Michael Sullivan wrote:
I've only been using Linux for about a year now (actually it's a year
this month). My first computer was an IBM 8086 clone with MS-DOS 2.0. I liked MS-DOS a lot better than MSWindows because if something went
wrong, the problem was a lot easier to find: all the files needed for a
single application were all kept in the same directory, etc. Anyway, in
MS-DOS, when you ask for a directory listing, it listed the files in the
directory you were asking for (like ls), but it also gave a listing of
the total bytes contained in the files in the listing you asked for. I
was wondering if there was any way I could do that with ls.
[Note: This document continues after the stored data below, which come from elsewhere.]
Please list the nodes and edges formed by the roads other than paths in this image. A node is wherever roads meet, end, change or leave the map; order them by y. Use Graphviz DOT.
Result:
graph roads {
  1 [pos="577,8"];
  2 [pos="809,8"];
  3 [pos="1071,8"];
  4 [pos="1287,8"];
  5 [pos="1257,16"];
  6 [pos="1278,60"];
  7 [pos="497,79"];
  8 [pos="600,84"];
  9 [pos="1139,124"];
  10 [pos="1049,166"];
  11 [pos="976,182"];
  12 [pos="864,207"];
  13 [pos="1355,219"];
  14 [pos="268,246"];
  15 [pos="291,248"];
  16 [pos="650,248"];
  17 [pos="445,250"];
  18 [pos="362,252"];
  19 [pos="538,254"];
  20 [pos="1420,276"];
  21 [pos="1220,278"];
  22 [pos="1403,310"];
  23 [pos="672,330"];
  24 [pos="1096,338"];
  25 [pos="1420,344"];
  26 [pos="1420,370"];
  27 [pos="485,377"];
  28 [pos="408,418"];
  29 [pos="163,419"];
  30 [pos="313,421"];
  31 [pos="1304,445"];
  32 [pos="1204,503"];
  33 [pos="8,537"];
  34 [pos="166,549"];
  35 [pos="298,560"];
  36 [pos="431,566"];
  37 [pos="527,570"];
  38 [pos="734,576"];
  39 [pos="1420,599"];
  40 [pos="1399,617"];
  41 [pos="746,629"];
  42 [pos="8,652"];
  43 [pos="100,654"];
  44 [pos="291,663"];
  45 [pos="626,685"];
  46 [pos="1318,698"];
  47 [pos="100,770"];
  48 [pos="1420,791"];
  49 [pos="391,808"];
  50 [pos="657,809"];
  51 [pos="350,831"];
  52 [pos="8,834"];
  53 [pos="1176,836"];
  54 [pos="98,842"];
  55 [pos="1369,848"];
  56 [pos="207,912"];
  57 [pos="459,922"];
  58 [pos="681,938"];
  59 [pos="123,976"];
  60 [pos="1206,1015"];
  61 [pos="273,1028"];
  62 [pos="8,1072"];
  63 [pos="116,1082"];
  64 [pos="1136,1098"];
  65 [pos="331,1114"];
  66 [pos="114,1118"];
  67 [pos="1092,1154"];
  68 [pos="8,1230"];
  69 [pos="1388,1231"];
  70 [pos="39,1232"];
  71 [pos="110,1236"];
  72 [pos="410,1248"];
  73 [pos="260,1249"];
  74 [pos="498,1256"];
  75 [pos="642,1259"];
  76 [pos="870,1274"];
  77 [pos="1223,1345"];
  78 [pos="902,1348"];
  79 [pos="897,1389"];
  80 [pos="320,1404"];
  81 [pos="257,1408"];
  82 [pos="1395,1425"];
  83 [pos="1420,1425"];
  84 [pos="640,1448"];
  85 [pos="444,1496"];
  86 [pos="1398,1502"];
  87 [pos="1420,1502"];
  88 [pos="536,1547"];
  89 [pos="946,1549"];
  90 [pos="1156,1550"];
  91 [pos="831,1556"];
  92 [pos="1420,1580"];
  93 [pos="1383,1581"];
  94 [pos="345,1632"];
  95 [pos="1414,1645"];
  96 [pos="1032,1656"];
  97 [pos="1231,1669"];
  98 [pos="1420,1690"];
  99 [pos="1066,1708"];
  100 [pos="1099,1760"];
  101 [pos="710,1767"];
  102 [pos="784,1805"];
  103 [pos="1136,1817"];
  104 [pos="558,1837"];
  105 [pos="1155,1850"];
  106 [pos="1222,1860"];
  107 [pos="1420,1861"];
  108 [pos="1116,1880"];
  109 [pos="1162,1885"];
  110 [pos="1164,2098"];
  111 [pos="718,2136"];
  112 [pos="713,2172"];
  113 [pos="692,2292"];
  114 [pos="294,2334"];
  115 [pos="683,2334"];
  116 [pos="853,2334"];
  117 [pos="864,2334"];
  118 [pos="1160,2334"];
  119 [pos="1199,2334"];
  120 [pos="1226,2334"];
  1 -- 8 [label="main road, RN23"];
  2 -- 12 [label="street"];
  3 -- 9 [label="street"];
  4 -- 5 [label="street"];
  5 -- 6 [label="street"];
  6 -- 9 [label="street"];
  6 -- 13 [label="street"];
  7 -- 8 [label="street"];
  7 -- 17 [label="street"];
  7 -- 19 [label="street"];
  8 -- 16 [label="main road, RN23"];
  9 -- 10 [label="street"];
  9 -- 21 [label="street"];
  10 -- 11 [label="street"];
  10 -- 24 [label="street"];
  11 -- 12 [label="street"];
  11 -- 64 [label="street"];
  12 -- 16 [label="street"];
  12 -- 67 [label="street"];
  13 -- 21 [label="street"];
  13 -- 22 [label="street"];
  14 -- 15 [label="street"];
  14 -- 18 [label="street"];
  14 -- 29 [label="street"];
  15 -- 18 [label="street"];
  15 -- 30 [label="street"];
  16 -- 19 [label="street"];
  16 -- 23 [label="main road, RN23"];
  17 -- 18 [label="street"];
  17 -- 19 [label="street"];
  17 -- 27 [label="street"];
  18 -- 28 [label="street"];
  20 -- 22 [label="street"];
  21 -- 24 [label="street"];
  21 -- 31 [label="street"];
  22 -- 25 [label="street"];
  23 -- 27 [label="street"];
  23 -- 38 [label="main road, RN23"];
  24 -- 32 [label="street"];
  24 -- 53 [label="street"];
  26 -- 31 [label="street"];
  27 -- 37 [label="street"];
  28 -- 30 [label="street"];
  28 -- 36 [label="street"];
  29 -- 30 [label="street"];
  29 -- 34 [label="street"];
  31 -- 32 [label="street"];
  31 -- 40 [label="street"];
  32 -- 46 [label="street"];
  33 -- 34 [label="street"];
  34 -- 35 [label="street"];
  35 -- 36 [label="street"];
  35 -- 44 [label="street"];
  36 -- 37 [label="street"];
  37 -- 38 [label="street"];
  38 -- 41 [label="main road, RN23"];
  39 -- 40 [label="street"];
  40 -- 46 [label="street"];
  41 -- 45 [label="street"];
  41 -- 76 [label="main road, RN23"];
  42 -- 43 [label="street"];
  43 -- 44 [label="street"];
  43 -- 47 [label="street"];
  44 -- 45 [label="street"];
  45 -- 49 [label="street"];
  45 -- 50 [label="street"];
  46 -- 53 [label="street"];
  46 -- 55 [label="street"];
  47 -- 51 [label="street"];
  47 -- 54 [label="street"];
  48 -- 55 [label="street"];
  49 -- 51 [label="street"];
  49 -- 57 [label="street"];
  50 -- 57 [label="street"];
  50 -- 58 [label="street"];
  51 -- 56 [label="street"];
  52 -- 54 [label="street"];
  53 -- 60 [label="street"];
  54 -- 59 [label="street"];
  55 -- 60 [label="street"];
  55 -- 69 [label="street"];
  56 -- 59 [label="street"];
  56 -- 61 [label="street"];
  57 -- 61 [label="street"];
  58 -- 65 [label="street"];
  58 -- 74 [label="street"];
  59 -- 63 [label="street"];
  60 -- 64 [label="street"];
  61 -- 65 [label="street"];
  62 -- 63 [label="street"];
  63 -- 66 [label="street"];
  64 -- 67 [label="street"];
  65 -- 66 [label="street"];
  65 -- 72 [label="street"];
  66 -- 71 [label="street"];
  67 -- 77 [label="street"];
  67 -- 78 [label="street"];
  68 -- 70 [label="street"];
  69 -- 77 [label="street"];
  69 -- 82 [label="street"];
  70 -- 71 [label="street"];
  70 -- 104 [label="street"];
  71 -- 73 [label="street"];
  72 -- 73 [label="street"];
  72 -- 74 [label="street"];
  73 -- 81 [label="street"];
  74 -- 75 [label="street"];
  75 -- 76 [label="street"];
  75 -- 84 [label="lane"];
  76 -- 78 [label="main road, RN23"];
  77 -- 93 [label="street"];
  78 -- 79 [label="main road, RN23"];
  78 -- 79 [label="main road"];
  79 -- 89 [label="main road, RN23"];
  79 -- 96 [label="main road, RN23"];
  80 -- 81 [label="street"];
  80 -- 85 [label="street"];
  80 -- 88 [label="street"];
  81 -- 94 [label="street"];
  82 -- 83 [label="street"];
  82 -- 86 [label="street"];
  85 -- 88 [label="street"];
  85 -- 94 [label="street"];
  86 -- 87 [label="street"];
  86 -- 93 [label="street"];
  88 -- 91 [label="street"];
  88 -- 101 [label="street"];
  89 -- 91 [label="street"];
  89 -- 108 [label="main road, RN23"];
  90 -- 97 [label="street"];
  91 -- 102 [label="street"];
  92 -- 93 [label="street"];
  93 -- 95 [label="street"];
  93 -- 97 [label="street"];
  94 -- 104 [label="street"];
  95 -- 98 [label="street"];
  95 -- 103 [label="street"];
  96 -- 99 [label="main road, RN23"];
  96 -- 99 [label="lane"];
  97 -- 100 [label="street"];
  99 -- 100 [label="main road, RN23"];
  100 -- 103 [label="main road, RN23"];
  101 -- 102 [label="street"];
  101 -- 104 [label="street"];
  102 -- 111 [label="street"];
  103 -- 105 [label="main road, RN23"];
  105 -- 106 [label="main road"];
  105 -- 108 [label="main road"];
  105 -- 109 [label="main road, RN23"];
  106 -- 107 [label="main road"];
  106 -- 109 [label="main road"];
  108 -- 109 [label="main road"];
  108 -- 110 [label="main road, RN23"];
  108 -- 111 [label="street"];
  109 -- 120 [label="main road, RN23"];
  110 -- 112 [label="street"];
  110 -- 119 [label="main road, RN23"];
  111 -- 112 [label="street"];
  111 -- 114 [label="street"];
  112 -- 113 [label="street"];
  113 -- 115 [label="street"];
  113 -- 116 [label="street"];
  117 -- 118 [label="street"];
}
I know that
with nautilus you can do a Cntrl-A to select all the files in the
directory you're currently viewing and the total byte size will be shown
in the status bar, but is there a way to find out from a terminal
window?
"man du"
du will show file sizes; with the "-h" switch it will convert them into "human-friendly" format, and with the "-c" switch provide a sum of the sizes:
[john@starfleet tests]$ du -h -c *.in 1.0K all.in 1.0K am.in 1.0K cubic.in 1.0K derive.in 1.0K ellipse.in 1.0K finance.in 1.0K heron.in 2.0K limit.in 1.0K pie.in 1.0K points.in 1.0K pyth3d.in 1.0K test.in 1.0K test3.in 1.0K test4.in 1.0K test6.in 16K total
--
-John (john@xxxxxxxxxxx)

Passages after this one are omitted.